_INFORMATION_.
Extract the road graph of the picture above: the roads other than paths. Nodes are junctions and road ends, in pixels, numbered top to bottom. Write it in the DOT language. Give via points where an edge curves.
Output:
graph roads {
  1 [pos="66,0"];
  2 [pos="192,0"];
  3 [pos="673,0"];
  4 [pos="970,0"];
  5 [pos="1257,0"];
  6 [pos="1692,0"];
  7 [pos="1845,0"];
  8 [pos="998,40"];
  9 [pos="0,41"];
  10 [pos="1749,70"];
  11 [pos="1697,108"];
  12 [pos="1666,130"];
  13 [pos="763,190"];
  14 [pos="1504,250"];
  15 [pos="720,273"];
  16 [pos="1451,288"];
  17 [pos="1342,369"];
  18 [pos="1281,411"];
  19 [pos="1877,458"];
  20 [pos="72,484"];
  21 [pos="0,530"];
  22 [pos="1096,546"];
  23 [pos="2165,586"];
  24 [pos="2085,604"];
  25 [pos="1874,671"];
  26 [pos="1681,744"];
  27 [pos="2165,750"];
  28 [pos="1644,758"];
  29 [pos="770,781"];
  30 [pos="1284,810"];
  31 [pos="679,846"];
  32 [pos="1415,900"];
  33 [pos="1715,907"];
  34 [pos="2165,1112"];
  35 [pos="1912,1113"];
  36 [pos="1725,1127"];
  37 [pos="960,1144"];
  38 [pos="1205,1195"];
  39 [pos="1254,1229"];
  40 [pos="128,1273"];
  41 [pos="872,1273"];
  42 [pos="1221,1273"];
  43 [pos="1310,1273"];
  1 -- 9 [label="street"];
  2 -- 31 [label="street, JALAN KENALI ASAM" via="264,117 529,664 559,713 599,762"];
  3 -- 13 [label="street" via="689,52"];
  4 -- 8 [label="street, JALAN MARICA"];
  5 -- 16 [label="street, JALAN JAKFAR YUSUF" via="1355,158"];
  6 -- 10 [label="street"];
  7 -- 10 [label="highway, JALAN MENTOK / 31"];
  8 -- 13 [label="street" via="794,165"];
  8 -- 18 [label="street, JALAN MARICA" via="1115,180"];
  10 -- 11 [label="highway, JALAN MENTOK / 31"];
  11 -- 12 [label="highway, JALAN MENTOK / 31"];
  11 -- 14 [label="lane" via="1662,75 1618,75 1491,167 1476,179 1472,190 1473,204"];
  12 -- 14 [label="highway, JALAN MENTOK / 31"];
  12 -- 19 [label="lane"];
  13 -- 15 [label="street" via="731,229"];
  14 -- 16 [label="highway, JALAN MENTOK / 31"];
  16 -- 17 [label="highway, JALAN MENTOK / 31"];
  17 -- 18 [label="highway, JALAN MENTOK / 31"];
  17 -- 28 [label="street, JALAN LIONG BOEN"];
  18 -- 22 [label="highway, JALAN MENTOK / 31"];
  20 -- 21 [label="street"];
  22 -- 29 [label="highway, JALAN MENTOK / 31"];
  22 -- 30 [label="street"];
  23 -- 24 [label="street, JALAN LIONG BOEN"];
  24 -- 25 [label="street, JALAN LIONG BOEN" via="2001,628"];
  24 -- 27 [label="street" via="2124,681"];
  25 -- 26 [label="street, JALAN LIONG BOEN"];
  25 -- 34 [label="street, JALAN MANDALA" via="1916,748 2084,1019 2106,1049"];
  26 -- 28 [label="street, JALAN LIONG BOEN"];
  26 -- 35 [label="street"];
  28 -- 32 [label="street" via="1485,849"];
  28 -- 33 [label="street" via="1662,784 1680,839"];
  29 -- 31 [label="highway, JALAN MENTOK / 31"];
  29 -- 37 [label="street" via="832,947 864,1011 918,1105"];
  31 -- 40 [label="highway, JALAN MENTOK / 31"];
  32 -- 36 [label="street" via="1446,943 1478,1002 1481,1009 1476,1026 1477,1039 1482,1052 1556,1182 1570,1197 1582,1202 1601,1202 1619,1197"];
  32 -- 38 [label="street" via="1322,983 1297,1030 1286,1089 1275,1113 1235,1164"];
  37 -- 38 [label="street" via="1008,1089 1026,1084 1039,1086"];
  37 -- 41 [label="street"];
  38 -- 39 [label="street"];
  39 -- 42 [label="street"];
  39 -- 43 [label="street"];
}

_ABOUT THIS TASK_. Quote the listing in full, please, keeping every line exact.

_RESPONSE TO THIS TASK_.
Extract the road graph of the picture above: the roads other than paths. Nodes are junctions and road ends, in pixels, numbered top to bottom. Write it in the DOT language. Give via points where an edge curves.
Output:
graph roads {
  1 [pos="66,0"];
  2 [pos="192,0"];
  3 [pos="673,0"];
  4 [pos="970,0"];
  5 [pos="1257,0"];
  6 [pos="1692,0"];
  7 [pos="1845,0"];
  8 [pos="998,40"];
  9 [pos="0,41"];
  10 [pos="1749,70"];
  11 [pos="1697,108"];
  12 [pos="1666,130"];
  13 [pos="763,190"];
  14 [pos="1504,250"];
  15 [pos="720,273"];
  16 [pos="1451,288"];
  17 [pos="1342,369"];
  18 [pos="1281,411"];
  19 [pos="1877,458"];
  20 [pos="72,484"];
  21 [pos="0,530"];
  22 [pos="1096,546"];
  23 [pos="2165,586"];
  24 [pos="2085,604"];
  25 [pos="1874,671"];
  26 [pos="1681,744"];
  27 [pos="2165,750"];
  28 [pos="1644,758"];
  29 [pos="770,781"];
  30 [pos="1284,810"];
  31 [pos="679,846"];
  32 [pos="1415,900"];
  33 [pos="1715,907"];
  34 [pos="2165,1112"];
  35 [pos="1912,1113"];
  36 [pos="1725,1127"];
  37 [pos="960,1144"];
  38 [pos="1205,1195"];
  39 [pos="1254,1229"];
  40 [pos="128,1273"];
  41 [pos="872,1273"];
  42 [pos="1221,1273"];
  43 [pos="1310,1273"];
  1 -- 9 [label="street"];
  2 -- 31 [label="street, JALAN KENALI ASAM" via="264,117 529,664 559,713 599,762"];
  3 -- 13 [label="street" via="689,52"];
  4 -- 8 [label="street, JALAN MARICA"];
  5 -- 16 [label="street, JALAN JAKFAR YUSUF" via="1355,158"];
  6 -- 10 [label="street"];
  7 -- 10 [label="highway, JALAN MENTOK / 31"];
  8 -- 13 [label="street" via="794,165"];
  8 -- 18 [label="street, JALAN MARICA" via="1115,180"];
  10 -- 11 [label="highway, JALAN MENTOK / 31"];
  11 -- 12 [label="highway, JALAN MENTOK / 31"];
  11 -- 14 [label="lane" via="1662,75 1618,75 1491,167 1476,179 1472,190 1473,204"];
  12 -- 14 [label="highway, JALAN MENTOK / 31"];
  12 -- 19 [label="lane"];
  13 -- 15 [label="street" via="731,229"];
  14 -- 16 [label="highway, JALAN MENTOK / 31"];
  16 -- 17 [label="highway, JALAN MENTOK / 31"];
  17 -- 18 [label="highway, JALAN MENTOK / 31"];
  17 -- 28 [label="street, JALAN LIONG BOEN"];
  18 -- 22 [label="highway, JALAN MENTOK / 31"];
  20 -- 21 [label="street"];
  22 -- 29 [label="highway, JALAN MENTOK / 31"];
  22 -- 30 [label="street"];
  23 -- 24 [label="street, JALAN LIONG BOEN"];
  24 -- 25 [label="street, JALAN LIONG BOEN" via="2001,628"];
  24 -- 27 [label="street" via="2124,681"];
  25 -- 26 [label="street, JALAN LIONG BOEN"];
  25 -- 34 [label="street, JALAN MANDALA" via="1916,748 2084,1019 2106,1049"];
  26 -- 28 [label="street, JALAN LIONG BOEN"];
  26 -- 35 [label="street"];
  28 -- 32 [label="street" via="1485,849"];
  28 -- 33 [label="street" via="1662,784 1680,839"];
  29 -- 31 [label="highway, JALAN MENTOK / 31"];
  29 -- 37 [label="street" via="832,947 864,1011 918,1105"];
  31 -- 40 [label="highway, JALAN MENTOK / 31"];
  32 -- 36 [label="street" via="1446,943 1478,1002 1481,1009 1476,1026 1477,1039 1482,1052 1556,1182 1570,1197 1582,1202 1601,1202 1619,1197"];
  32 -- 38 [label="street" via="1322,983 1297,1030 1286,1089 1275,1113 1235,1164"];
  37 -- 38 [label="street" via="1008,1089 1026,1084 1039,1086"];
  37 -- 41 [label="street"];
  38 -- 39 [label="street"];
  39 -- 42 [label="street"];
  39 -- 43 [label="street"];
}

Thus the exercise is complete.